§ **Task description**
What is needed is an exact copy of the records below, with the pictures left out.

§ **Data extracts**
────────────────

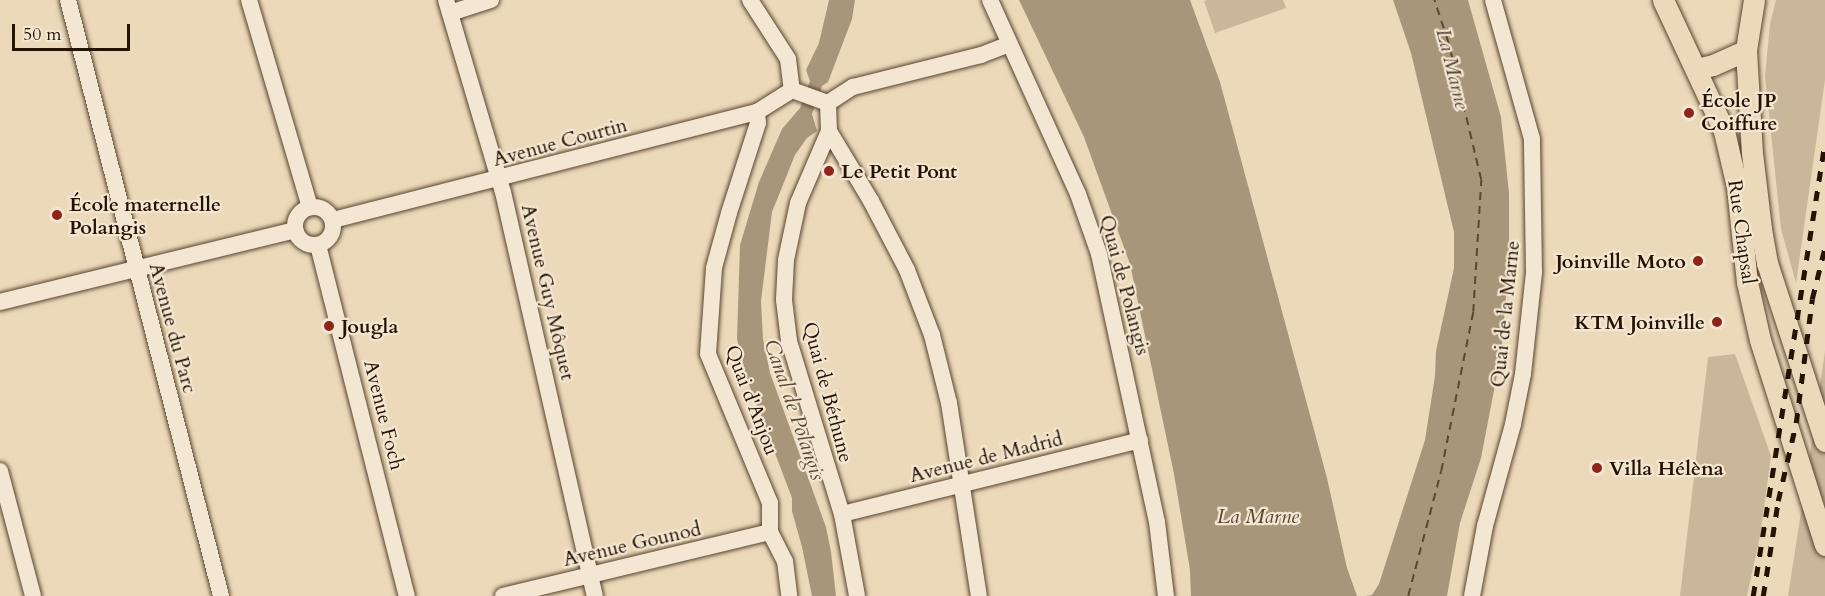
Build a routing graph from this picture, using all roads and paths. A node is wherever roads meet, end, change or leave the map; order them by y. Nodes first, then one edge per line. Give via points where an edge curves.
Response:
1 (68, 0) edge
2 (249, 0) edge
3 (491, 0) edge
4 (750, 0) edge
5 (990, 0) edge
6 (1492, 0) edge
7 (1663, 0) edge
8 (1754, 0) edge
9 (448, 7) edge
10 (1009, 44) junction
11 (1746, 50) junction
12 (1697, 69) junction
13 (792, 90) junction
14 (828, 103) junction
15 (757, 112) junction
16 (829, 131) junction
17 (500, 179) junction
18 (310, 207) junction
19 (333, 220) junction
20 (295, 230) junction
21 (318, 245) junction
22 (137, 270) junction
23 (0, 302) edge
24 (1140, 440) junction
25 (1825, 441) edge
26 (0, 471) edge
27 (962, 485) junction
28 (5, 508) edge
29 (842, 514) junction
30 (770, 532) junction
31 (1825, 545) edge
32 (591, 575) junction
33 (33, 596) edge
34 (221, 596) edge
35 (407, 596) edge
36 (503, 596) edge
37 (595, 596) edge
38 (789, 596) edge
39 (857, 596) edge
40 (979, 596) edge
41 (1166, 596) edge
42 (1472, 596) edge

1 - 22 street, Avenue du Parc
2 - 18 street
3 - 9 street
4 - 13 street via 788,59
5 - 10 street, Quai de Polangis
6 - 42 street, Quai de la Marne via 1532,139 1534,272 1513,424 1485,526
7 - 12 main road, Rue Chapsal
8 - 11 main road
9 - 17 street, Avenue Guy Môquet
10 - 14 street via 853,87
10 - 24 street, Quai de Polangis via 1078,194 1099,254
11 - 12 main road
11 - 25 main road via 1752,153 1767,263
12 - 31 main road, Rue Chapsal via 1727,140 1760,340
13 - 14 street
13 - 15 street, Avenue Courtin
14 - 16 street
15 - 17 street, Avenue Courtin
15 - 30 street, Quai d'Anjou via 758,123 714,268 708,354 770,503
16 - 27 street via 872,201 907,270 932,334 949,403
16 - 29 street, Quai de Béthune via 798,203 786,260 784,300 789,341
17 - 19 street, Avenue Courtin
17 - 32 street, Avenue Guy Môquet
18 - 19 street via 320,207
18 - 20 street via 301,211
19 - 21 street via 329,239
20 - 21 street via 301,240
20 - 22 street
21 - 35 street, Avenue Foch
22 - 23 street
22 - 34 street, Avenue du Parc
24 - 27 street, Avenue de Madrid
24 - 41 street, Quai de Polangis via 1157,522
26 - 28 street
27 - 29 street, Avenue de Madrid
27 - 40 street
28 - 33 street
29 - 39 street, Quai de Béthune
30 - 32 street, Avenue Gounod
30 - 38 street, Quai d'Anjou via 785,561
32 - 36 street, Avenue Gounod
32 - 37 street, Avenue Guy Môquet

────────────────

§ **Response to this task**
Build a routing graph from this picture, using all roads and paths. A node is wherever roads meet, end, change or leave the map; order them by y. Nodes first, then one edge per line. Give via points where an edge curves.
Response:
1 (68, 0) edge
2 (249, 0) edge
3 (491, 0) edge
4 (750, 0) edge
5 (990, 0) edge
6 (1492, 0) edge
7 (1663, 0) edge
8 (1754, 0) edge
9 (448, 7) edge
10 (1009, 44) junction
11 (1746, 50) junction
12 (1697, 69) junction
13 (792, 90) junction
14 (828, 103) junction
15 (757, 112) junction
16 (829, 131) junction
17 (500, 179) junction
18 (310, 207) junction
19 (333, 220) junction
20 (295, 230) junction
21 (318, 245) junction
22 (137, 270) junction
23 (0, 302) edge
24 (1140, 440) junction
25 (1825, 441) edge
26 (0, 471) edge
27 (962, 485) junction
28 (5, 508) edge
29 (842, 514) junction
30 (770, 532) junction
31 (1825, 545) edge
32 (591, 575) junction
33 (33, 596) edge
34 (221, 596) edge
35 (407, 596) edge
36 (503, 596) edge
37 (595, 596) edge
38 (789, 596) edge
39 (857, 596) edge
40 (979, 596) edge
41 (1166, 596) edge
42 (1472, 596) edge

1 - 22 street, Avenue du Parc
2 - 18 street
3 - 9 street
4 - 13 street via 788,59
5 - 10 street, Quai de Polangis
6 - 42 street, Quai de la Marne via 1532,139 1534,272 1513,424 1485,526
7 - 12 main road, Rue Chapsal
8 - 11 main road
9 - 17 street, Avenue Guy Môquet
10 - 14 street via 853,87
10 - 24 street, Quai de Polangis via 1078,194 1099,254
11 - 12 main road
11 - 25 main road via 1752,153 1767,263
12 - 31 main road, Rue Chapsal via 1727,140 1760,340
13 - 14 street
13 - 15 street, Avenue Courtin
14 - 16 street
15 - 17 street, Avenue Courtin
15 - 30 street, Quai d'Anjou via 758,123 714,268 708,354 770,503
16 - 27 street via 872,201 907,270 932,334 949,403
16 - 29 street, Quai de Béthune via 798,203 786,260 784,300 789,341
17 - 19 street, Avenue Courtin
17 - 32 street, Avenue Guy Môquet
18 - 19 street via 320,207
18 - 20 street via 301,211
19 - 21 street via 329,239
20 - 21 street via 301,240
20 - 22 street
21 - 35 street, Avenue Foch
22 - 23 street
22 - 34 street, Avenue du Parc
24 - 27 street, Avenue de Madrid
24 - 41 street, Quai de Polangis via 1157,522
26 - 28 street
27 - 29 street, Avenue de Madrid
27 - 40 street
28 - 33 street
29 - 39 street, Quai de Béthune
30 - 32 street, Avenue Gounod
30 - 38 street, Quai d'Anjou via 785,561
32 - 36 street, Avenue Gounod
32 - 37 street, Avenue Guy Môquet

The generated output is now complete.